Start of Exercise inputs
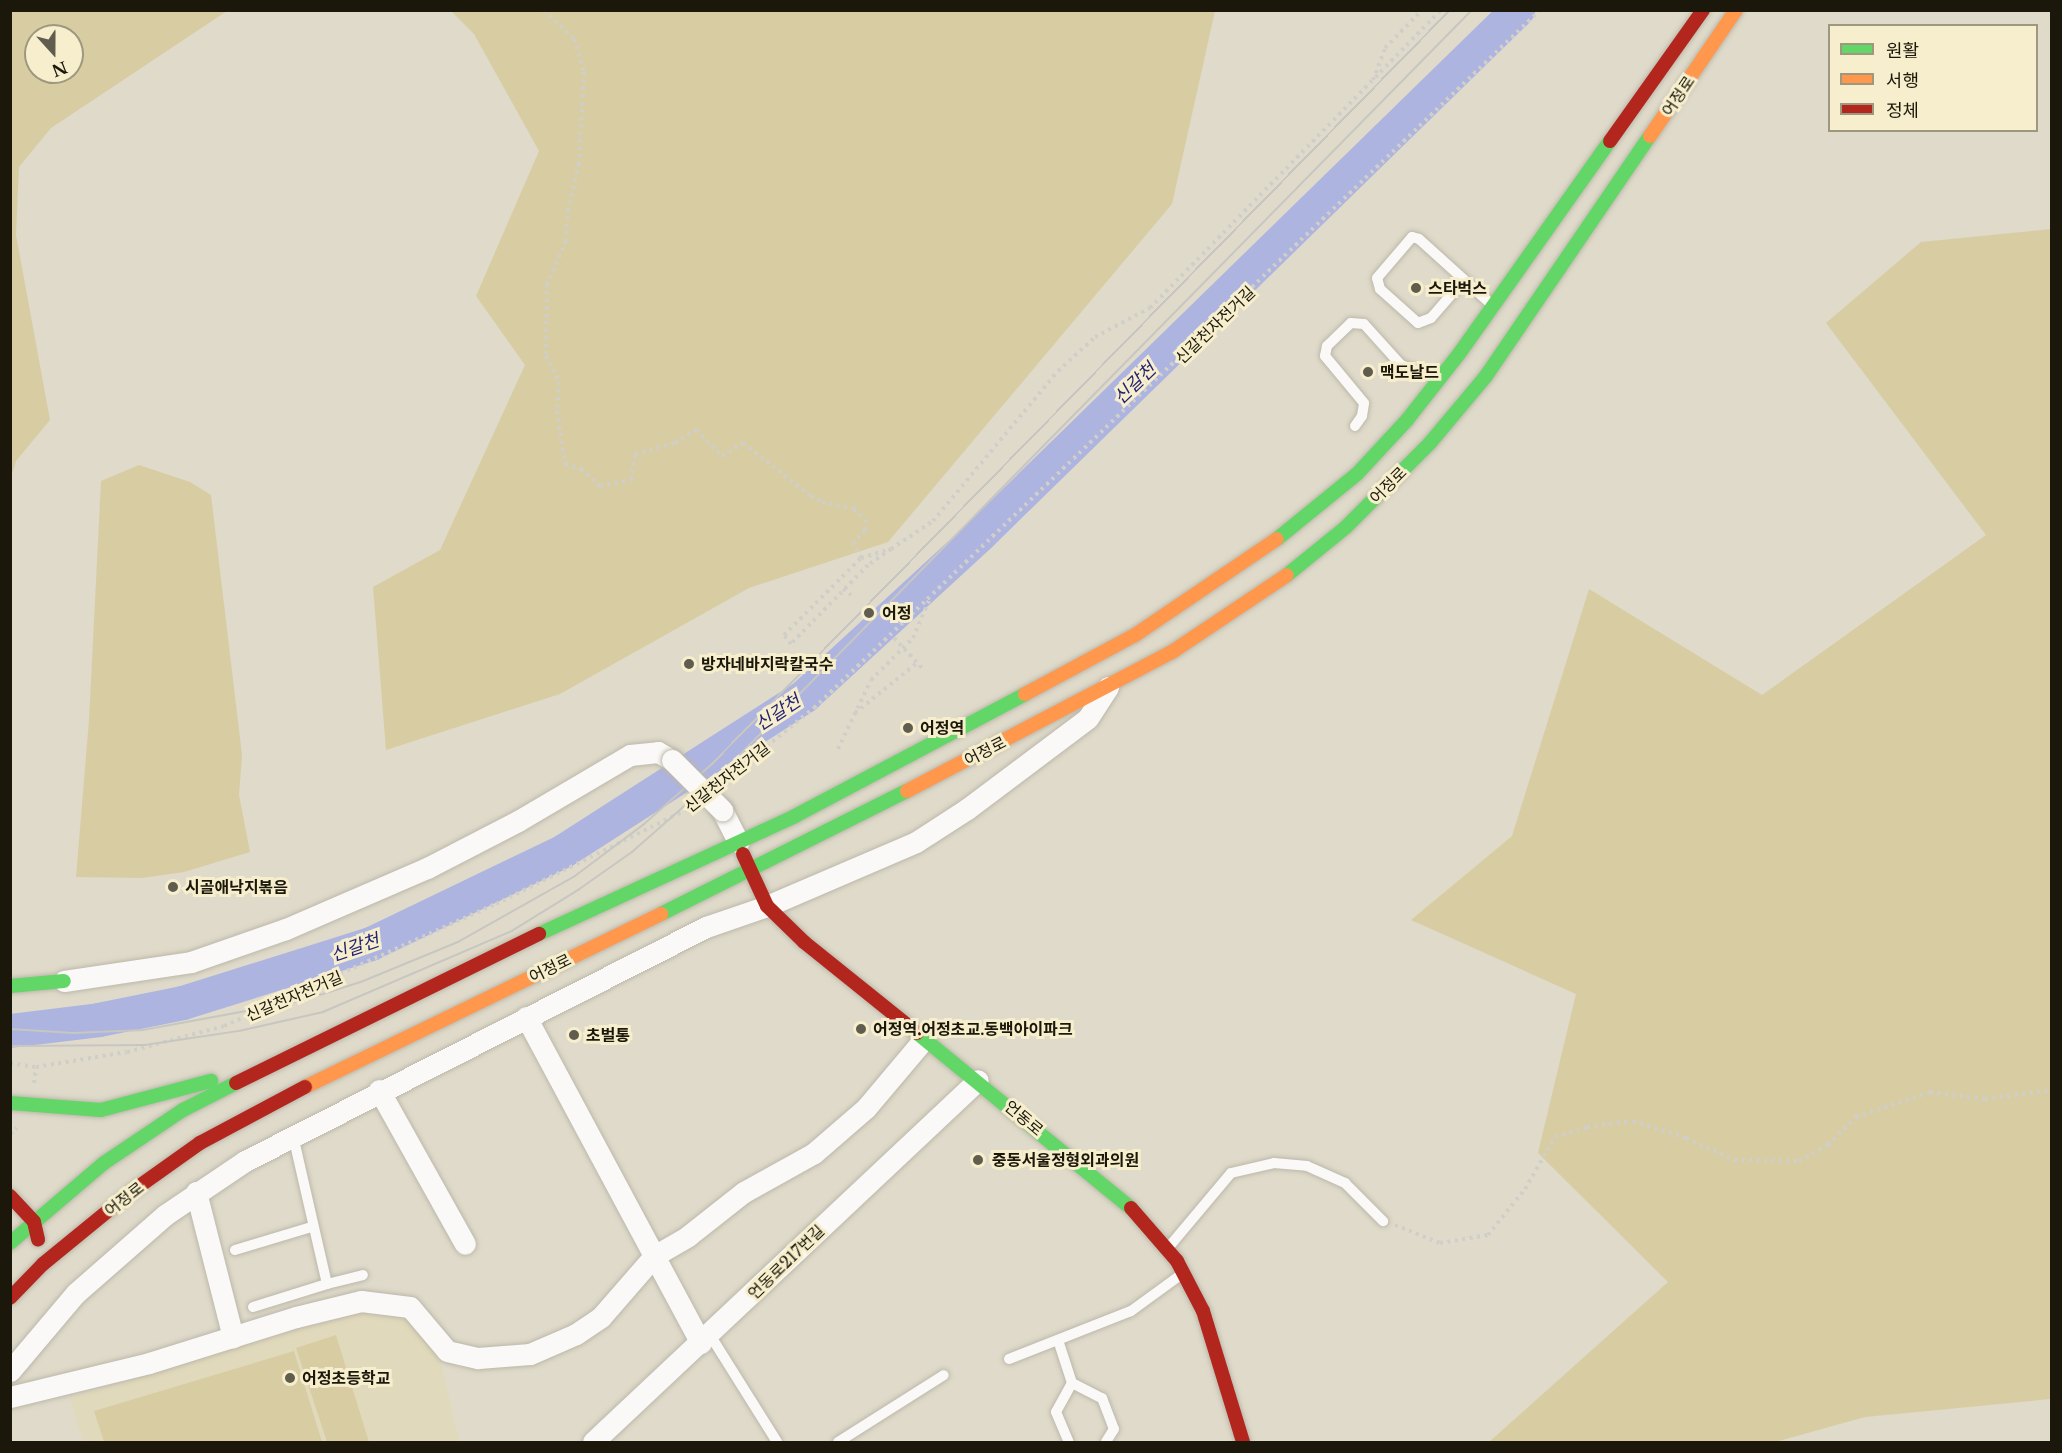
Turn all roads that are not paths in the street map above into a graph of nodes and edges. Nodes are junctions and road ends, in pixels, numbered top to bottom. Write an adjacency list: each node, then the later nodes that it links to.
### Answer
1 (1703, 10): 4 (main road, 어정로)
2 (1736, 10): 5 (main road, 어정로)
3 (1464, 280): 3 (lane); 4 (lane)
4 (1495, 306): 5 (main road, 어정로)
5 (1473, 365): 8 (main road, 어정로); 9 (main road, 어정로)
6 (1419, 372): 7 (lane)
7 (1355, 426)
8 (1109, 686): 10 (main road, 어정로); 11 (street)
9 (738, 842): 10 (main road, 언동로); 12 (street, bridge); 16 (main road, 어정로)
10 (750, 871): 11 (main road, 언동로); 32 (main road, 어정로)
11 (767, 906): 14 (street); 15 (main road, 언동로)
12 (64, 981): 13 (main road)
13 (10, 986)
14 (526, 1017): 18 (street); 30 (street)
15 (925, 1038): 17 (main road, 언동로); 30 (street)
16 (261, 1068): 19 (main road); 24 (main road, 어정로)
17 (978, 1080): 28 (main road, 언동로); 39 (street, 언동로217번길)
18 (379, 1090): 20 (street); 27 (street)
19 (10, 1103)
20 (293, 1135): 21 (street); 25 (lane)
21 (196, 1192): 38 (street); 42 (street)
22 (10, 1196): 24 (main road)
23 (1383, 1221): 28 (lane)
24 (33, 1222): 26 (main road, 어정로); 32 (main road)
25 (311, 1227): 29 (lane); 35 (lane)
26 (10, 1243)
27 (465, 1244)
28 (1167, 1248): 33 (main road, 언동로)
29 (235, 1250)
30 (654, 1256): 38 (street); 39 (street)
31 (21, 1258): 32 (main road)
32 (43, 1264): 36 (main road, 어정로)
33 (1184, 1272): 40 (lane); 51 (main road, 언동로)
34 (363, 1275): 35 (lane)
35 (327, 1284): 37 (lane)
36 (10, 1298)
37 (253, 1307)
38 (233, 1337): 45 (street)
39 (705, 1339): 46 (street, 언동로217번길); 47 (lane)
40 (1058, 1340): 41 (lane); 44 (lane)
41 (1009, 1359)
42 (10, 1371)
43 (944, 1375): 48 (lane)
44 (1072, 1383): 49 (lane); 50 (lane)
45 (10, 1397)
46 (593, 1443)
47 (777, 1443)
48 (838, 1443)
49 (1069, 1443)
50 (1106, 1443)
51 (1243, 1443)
End of Exercise inputs
Start of Exercise inputs
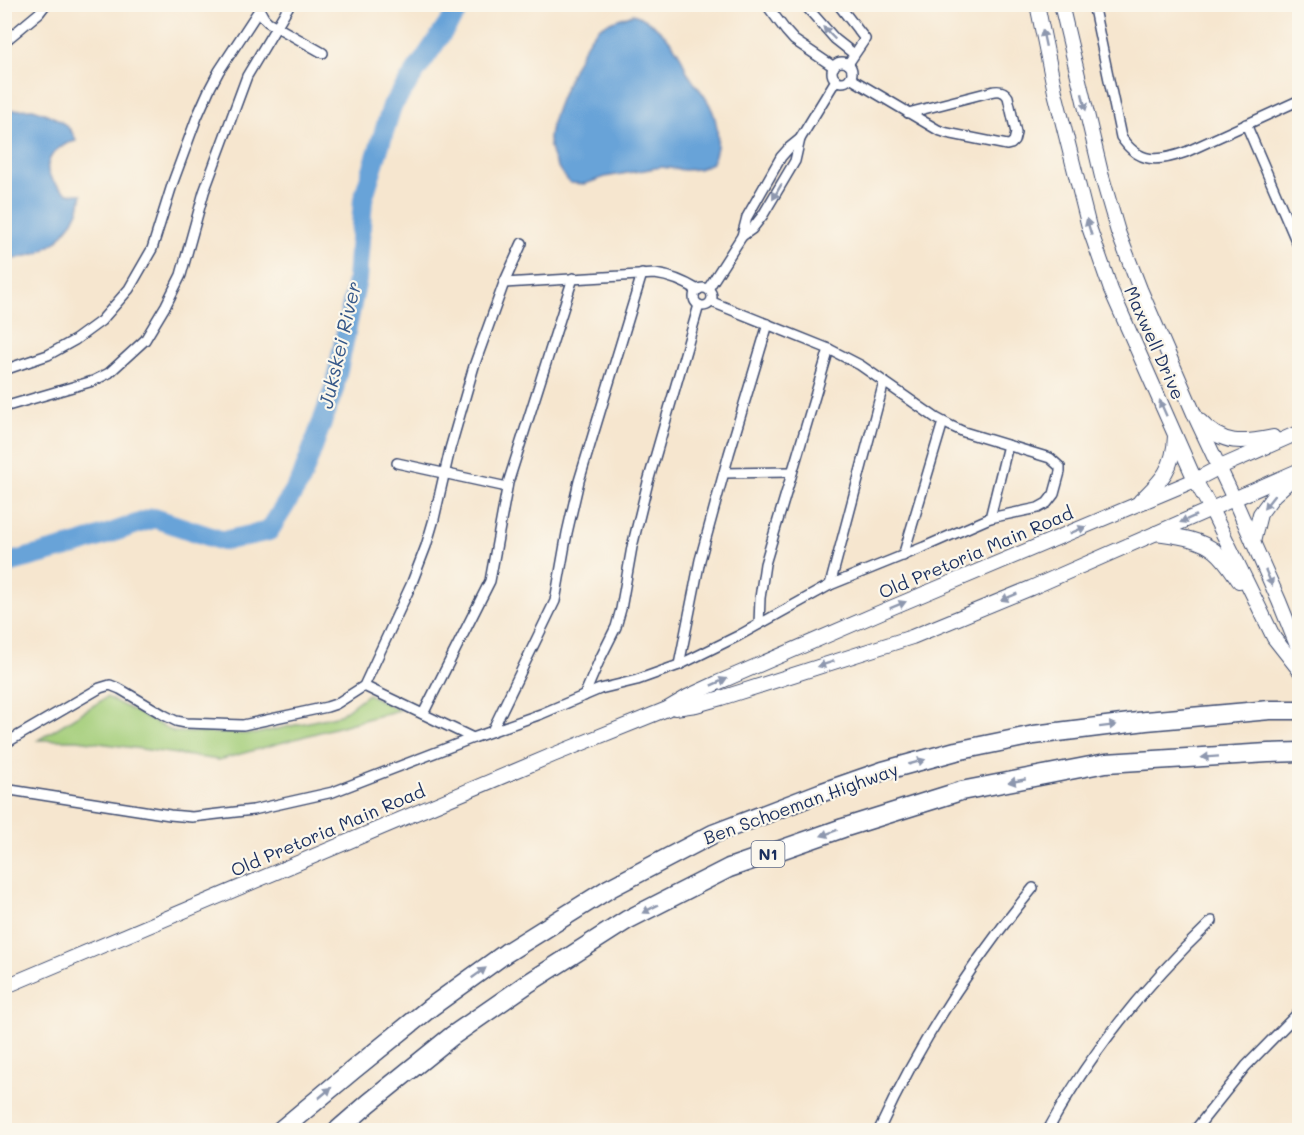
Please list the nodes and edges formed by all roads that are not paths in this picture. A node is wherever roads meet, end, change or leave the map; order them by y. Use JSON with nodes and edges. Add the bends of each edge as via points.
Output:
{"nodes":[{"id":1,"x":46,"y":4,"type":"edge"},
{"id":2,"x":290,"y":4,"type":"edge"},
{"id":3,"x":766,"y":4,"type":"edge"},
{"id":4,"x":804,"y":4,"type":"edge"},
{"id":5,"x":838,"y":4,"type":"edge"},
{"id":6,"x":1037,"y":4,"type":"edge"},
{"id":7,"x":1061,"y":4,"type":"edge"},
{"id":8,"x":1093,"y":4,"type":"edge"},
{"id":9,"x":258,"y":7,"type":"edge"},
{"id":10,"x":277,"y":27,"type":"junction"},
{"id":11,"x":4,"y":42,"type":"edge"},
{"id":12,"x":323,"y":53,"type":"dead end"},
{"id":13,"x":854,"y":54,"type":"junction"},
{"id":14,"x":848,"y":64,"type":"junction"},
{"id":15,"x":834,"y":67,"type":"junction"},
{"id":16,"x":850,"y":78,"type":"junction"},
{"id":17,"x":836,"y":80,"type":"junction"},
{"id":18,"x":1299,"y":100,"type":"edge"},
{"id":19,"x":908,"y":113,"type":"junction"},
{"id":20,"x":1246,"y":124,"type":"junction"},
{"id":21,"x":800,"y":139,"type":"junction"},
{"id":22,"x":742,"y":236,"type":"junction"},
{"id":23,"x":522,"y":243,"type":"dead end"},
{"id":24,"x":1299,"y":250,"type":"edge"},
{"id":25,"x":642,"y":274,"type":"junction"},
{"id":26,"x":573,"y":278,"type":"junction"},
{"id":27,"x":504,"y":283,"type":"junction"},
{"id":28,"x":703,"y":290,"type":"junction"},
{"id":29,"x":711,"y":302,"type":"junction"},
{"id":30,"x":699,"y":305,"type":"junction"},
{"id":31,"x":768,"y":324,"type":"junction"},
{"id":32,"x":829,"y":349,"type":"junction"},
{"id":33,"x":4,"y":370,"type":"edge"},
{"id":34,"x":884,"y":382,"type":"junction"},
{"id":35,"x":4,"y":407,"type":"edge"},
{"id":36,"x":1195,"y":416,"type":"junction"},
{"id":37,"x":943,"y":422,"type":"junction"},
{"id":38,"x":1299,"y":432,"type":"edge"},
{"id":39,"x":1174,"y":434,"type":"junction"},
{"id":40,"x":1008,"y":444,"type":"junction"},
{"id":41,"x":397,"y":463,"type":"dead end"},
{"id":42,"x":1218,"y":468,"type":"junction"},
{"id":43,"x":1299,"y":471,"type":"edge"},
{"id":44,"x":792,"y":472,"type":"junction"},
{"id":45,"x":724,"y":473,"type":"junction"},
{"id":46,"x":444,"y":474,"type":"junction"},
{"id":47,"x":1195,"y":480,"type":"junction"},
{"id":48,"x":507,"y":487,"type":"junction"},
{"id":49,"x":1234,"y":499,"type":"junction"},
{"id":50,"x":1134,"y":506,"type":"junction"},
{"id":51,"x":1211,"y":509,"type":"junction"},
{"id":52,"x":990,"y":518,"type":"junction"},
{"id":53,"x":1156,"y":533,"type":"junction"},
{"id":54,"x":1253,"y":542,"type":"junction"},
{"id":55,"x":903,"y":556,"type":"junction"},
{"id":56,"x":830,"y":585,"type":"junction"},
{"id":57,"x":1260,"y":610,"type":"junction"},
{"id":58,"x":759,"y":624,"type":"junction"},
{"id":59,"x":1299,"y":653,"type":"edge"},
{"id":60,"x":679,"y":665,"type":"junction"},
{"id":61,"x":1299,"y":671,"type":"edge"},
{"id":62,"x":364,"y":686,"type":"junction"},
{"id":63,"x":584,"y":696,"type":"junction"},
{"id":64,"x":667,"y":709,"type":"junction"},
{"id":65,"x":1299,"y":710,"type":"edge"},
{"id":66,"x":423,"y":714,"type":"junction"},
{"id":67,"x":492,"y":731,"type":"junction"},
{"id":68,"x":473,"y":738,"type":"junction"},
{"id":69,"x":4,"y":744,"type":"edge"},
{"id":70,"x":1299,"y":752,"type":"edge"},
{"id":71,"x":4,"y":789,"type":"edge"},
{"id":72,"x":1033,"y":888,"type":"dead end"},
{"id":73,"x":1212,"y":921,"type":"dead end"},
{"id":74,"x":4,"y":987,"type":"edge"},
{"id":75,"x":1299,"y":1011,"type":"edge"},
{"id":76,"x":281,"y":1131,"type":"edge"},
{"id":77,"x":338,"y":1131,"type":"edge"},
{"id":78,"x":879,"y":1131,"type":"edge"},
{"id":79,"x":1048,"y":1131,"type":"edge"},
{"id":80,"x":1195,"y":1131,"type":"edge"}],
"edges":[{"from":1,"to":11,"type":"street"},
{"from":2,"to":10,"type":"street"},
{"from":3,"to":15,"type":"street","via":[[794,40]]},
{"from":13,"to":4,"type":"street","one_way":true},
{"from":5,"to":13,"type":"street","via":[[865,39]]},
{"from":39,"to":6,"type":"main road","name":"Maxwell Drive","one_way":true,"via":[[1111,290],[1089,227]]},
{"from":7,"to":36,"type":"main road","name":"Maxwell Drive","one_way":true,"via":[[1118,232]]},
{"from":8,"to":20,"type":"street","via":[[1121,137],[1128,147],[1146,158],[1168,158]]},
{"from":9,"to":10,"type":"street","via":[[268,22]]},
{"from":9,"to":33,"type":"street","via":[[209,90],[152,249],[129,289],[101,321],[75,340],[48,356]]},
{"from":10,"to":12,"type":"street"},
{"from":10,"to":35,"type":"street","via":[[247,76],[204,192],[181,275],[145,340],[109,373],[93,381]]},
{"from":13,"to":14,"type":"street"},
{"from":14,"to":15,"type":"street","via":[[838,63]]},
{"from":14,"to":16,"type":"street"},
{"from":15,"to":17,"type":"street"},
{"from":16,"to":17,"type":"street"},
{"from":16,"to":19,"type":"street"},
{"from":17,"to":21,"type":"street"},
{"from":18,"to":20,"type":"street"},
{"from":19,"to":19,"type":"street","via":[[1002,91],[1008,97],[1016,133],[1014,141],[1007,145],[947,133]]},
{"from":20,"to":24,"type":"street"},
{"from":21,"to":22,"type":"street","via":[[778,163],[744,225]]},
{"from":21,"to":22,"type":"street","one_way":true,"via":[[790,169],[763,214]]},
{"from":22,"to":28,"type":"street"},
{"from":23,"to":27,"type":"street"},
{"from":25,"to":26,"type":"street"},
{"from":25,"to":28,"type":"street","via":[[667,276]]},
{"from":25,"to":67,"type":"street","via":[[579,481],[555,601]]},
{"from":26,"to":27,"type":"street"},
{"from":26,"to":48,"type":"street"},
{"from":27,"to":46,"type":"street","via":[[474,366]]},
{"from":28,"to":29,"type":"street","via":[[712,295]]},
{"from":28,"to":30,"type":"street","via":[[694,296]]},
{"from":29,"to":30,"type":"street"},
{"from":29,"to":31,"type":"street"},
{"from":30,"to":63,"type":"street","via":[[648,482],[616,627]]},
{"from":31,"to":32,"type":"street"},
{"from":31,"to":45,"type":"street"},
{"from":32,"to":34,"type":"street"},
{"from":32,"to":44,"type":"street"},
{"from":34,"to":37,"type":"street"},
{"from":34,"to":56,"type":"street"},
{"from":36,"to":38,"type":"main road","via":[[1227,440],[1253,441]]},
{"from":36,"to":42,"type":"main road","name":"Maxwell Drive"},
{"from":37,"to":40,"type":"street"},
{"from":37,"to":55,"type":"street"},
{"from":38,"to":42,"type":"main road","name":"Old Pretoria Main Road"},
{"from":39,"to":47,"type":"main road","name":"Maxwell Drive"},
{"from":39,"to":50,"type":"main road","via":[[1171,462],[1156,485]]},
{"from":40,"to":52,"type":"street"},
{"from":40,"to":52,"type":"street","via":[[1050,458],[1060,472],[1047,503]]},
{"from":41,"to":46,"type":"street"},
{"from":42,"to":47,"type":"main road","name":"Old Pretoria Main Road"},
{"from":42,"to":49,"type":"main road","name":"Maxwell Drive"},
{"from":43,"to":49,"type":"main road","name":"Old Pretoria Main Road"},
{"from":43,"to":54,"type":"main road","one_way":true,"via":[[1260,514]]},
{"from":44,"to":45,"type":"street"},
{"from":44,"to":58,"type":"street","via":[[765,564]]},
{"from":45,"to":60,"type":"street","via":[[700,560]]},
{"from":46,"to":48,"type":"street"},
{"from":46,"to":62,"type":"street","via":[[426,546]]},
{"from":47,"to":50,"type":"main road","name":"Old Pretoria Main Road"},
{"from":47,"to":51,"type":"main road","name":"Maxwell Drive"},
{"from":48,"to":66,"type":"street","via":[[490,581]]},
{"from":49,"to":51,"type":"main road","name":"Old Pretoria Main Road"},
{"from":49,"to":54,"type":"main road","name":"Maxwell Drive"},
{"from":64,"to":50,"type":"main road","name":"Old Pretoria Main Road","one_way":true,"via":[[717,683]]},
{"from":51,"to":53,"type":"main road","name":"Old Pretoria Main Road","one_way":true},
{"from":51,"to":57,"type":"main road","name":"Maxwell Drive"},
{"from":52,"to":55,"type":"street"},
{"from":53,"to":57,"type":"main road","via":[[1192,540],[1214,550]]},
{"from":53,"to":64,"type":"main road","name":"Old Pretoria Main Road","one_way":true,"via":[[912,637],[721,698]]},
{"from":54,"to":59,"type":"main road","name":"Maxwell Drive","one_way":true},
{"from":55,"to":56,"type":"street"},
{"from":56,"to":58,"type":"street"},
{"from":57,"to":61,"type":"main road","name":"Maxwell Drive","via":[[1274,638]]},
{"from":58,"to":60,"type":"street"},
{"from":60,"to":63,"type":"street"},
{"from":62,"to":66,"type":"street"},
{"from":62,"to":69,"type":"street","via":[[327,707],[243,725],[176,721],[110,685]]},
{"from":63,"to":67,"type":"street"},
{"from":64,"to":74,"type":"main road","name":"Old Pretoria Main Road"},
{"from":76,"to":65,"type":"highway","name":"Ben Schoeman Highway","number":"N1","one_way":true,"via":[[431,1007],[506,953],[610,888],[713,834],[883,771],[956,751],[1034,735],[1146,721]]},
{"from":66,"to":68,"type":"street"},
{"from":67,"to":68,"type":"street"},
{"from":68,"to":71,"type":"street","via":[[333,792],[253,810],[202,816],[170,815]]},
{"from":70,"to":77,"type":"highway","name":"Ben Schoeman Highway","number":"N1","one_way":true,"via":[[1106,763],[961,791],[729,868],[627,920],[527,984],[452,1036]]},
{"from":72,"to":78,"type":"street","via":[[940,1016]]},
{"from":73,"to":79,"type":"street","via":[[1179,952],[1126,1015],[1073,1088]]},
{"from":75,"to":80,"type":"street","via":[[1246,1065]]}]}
End of Exercise inputs
Work request
From the entries, report each line that includes the word "Pretoria".

Exercise result
{"from":38,"to":42,"type":"main road","name":"Old Pretoria Main Road"},
{"from":42,"to":47,"type":"main road","name":"Old Pretoria Main Road"},
{"from":43,"to":49,"type":"main road","name":"Old Pretoria Main Road"},
{"from":47,"to":50,"type":"main road","name":"Old Pretoria Main Road"},
{"from":49,"to":51,"type":"main road","name":"Old Pretoria Main Road"},
{"from":64,"to":50,"type":"main road","name":"Old Pretoria Main Road","one_way":true,"via":[[717,683]]},
{"from":51,"to":53,"type":"main road","name":"Old Pretoria Main Road","one_way":true},
{"from":53,"to":64,"type":"main road","name":"Old Pretoria Main Road","one_way":true,"via":[[912,637],[721,698]]},
{"from":64,"to":74,"type":"main road","name":"Old Pretoria Main Road"},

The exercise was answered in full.